María del Carmen Pérez Díe (born 1953) is a Spanish Egyptologist, curator and researcher. She has worked for the National Archaeological Museum of Spain as Curator Head of the Department of Egyptian Antiquities and the Middle East since 1980. Pérez Díe served as the museum's director between 1991 and 1997.

She is currently a member of various committees and associations such as the International pour L'Egyptologie Committee, the Spanish Association of Egyptology and the Spanish Committee for the rescue of Tiro.

==Career==
Pérez Díe was born in 1953 in Madrid. Her mother was a history professor at the Autonomous University of Madrid. Pérez Díe's interest in Egypt came from a young age when her parents took her on a visit to the National Archaeological Museum of Spain.
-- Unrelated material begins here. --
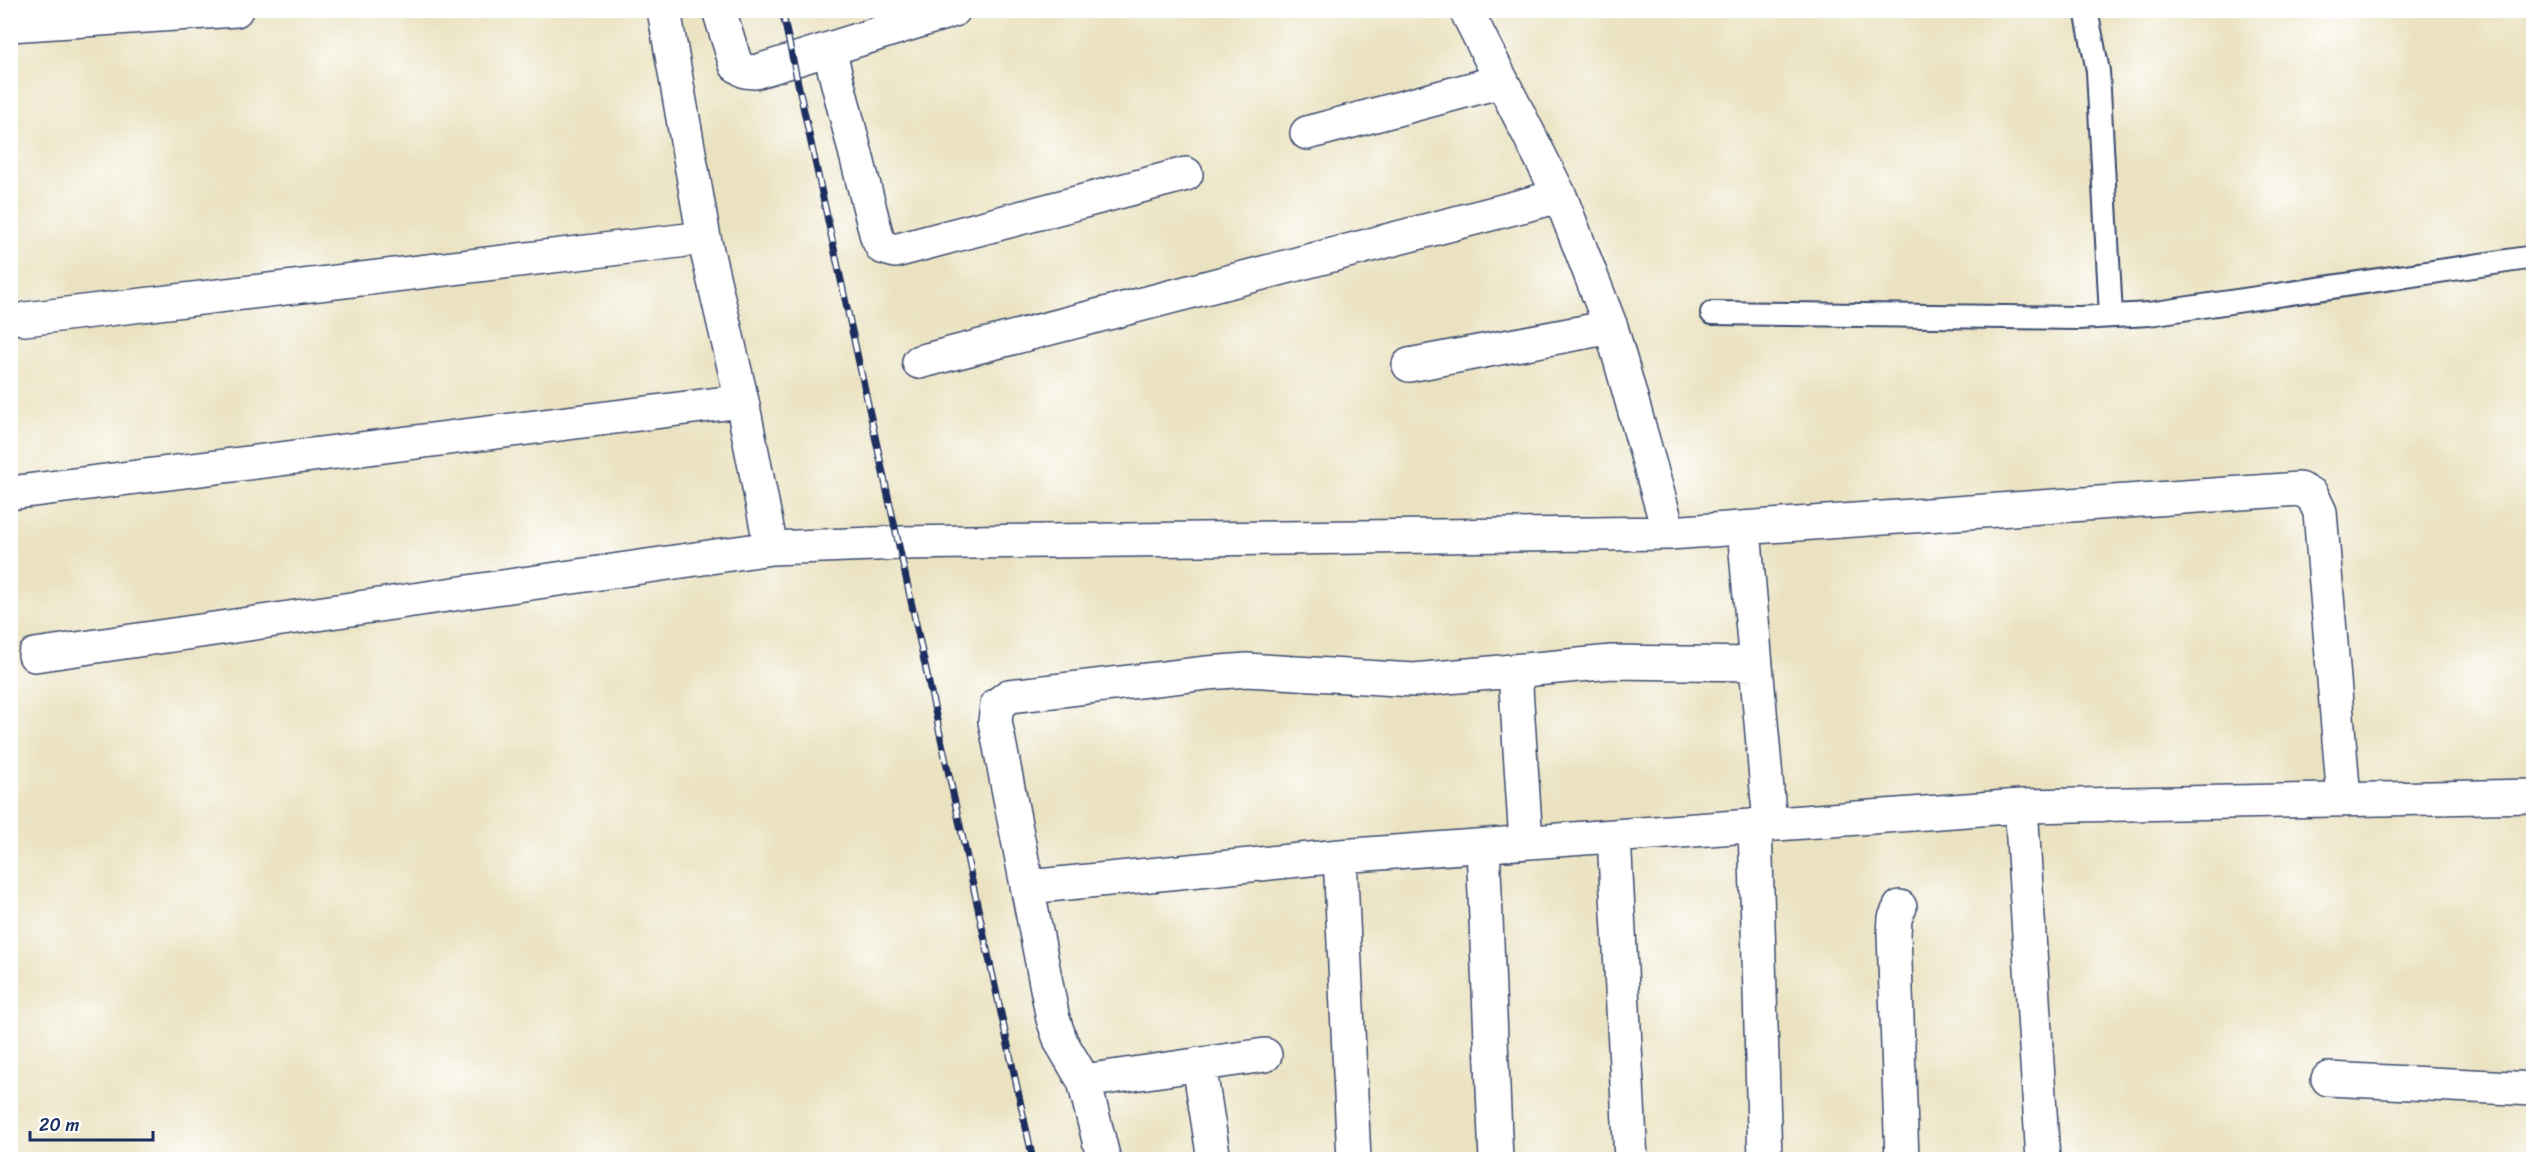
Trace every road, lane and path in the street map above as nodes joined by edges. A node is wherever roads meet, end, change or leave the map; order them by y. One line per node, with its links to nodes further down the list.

After specialising in Egyptology and Museum Studies in Cairo and Paris, Perez Díe continued her studies at the Complutense University of Madrid where she earned her doctorate with honours in Ancient History in 1990 and whose thesis "Heracleópolis Magna durante el Tercer Período Intermedio" was based on the site Heracleópolis which she has directed since 1984.

==Acknowledgements==
She has received numerous awards including the National Prize of the Spanish Geographical Society, the Medal of Commendation of Number of the Order of Isabella the Catholic granted by the Ministry of Foreign Affairs and Cooperation in 2009 and the Gold Medal of the Supreme Council of Antiquities of Egypt the following year. Pérez Díe served on the jury for the Princess of Asturias Awards in the Social Sciences category from 2011 until 2014.